WORK REQUIRED:
Where a picture appears, leave it out, and print the rest of the records as they are.

TASK DATA:
*****

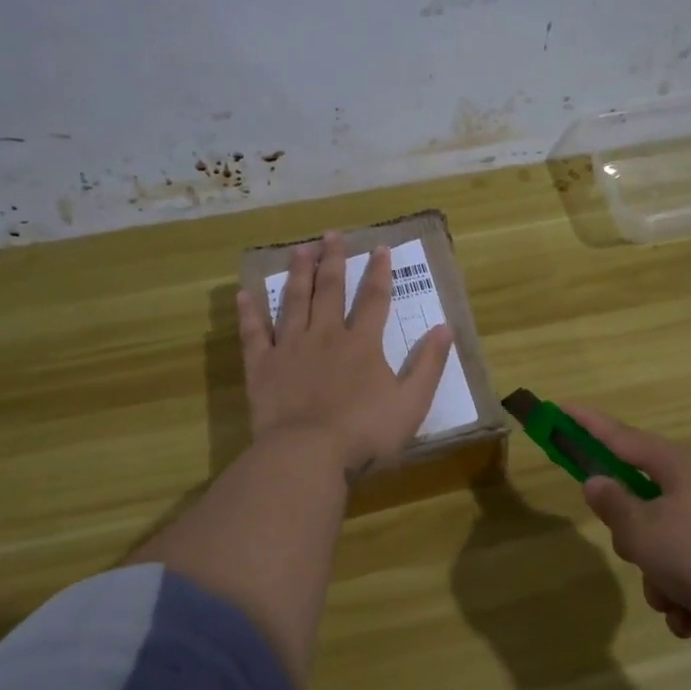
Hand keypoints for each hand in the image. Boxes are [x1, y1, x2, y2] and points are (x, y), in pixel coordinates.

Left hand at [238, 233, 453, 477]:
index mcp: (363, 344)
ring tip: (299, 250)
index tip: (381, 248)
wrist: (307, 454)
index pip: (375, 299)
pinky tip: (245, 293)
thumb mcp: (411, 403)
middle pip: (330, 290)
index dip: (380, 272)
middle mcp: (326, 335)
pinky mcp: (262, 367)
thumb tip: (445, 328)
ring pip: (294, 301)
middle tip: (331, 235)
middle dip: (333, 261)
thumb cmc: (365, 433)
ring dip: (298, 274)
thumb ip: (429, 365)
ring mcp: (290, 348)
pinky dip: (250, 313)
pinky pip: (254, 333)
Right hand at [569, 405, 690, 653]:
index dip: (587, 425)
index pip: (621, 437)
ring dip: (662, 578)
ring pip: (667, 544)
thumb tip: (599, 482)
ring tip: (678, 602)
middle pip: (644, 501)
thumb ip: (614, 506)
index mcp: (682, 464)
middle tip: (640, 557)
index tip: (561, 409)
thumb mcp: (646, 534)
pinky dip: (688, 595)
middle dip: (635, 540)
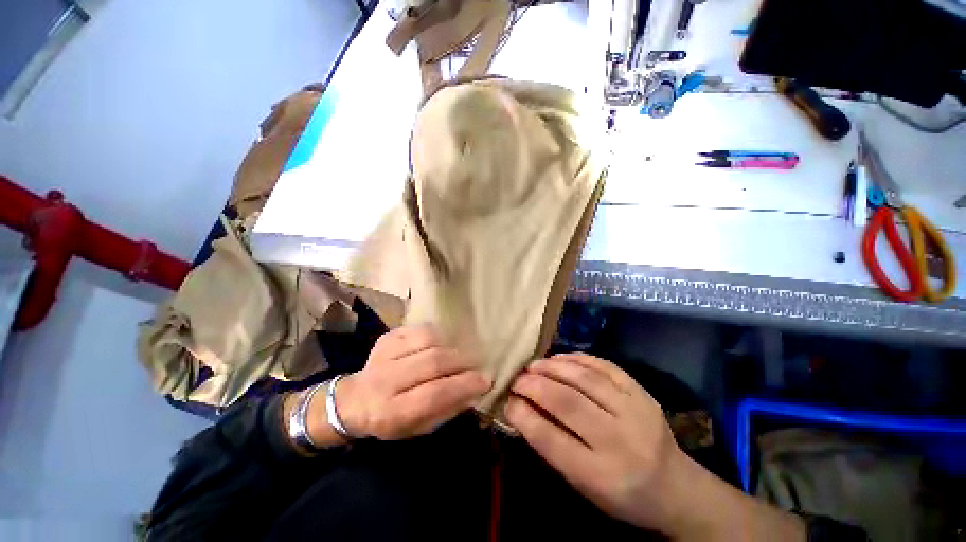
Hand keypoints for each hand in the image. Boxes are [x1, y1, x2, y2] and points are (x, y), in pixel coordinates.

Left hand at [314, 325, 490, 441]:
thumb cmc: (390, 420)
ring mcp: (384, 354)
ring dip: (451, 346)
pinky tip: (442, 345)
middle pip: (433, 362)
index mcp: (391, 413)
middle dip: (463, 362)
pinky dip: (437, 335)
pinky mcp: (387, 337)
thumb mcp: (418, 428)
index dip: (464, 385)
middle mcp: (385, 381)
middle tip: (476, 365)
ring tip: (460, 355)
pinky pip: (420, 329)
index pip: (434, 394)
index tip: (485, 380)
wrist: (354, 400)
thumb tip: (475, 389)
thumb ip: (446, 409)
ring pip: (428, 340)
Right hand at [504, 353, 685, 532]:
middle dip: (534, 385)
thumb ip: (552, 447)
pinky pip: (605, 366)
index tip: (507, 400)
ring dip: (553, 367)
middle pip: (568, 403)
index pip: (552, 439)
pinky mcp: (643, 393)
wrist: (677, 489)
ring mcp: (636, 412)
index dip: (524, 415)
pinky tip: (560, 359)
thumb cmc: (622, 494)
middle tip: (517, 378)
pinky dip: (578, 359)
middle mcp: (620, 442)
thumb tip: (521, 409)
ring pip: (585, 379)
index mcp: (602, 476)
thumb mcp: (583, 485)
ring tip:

*****

RESULT:
Hand keypoints for each hand in the image. Boxes are [x1, y1, x2, y2] and points are (x, y), in pixel coordinates.

Left hand at [238, 233, 453, 477]:
index mcp: (363, 344)
ring tip: (299, 250)
index tip: (381, 248)
wrist: (307, 454)
index pip: (375, 299)
pinky tip: (245, 293)
thumb mcp: (411, 403)
middle pip: (330, 290)
index dip: (380, 272)
middle mcp: (326, 335)
pinky mcp: (262, 367)
thumb tip: (445, 328)
ring pip: (294, 301)
middle tip: (331, 235)
middle dip: (333, 261)
thumb cmc: (365, 433)
ring dip: (298, 274)
thumb ip: (429, 365)
ring mcp: (290, 348)
pinky dip: (250, 313)
pinky pip: (254, 333)
Right hand at [569, 405, 690, 653]:
index dip: (587, 425)
index pip: (621, 437)
ring dip: (662, 578)
ring pip: (667, 544)
thumb tip: (599, 482)
ring tip: (678, 602)
middle pip: (644, 501)
thumb ip: (614, 506)
index mcp: (682, 464)
middle tip: (640, 557)
index tip: (561, 409)
thumb mcp: (646, 534)
pinky dip: (688, 595)
middle dip: (635, 540)
Hand keypoints for each hand in the image. Boxes are [x1, y1, x2, y2] and points are (x, y), in pixel coordinates.

Left hand at [314, 325, 490, 441]:
thumb cmc: (390, 420)
ring mcp: (384, 354)
ring dip: (451, 346)
pinky tip: (442, 345)
middle pip: (433, 362)
index mcp: (391, 413)
middle dip: (463, 362)
pinky dip: (437, 335)
pinky mcp: (387, 337)
thumb mcp: (418, 428)
index dip: (464, 385)
middle mcp: (385, 381)
middle tip: (476, 365)
ring tip: (460, 355)
pinky pip: (420, 329)
index pip: (434, 394)
index tip: (485, 380)
wrist: (354, 400)
thumb tip: (475, 389)
thumb ip: (446, 409)
ring pip: (428, 340)
Right hand at [504, 353, 685, 532]:
middle dip: (534, 385)
thumb ip: (552, 447)
pinky pip: (605, 366)
index tip: (507, 400)
ring dip: (553, 367)
middle pip: (568, 403)
index pip: (552, 439)
pinky mcp: (643, 393)
wrist: (677, 489)
ring mcp: (636, 412)
index dip: (524, 415)
pinky tip: (560, 359)
thumb cmc: (622, 494)
middle tip: (517, 378)
pinky dip: (578, 359)
middle mcp: (620, 442)
thumb tip: (521, 409)
ring pip: (585, 379)
index mcp: (602, 476)
thumb mcp: (583, 485)
ring tip:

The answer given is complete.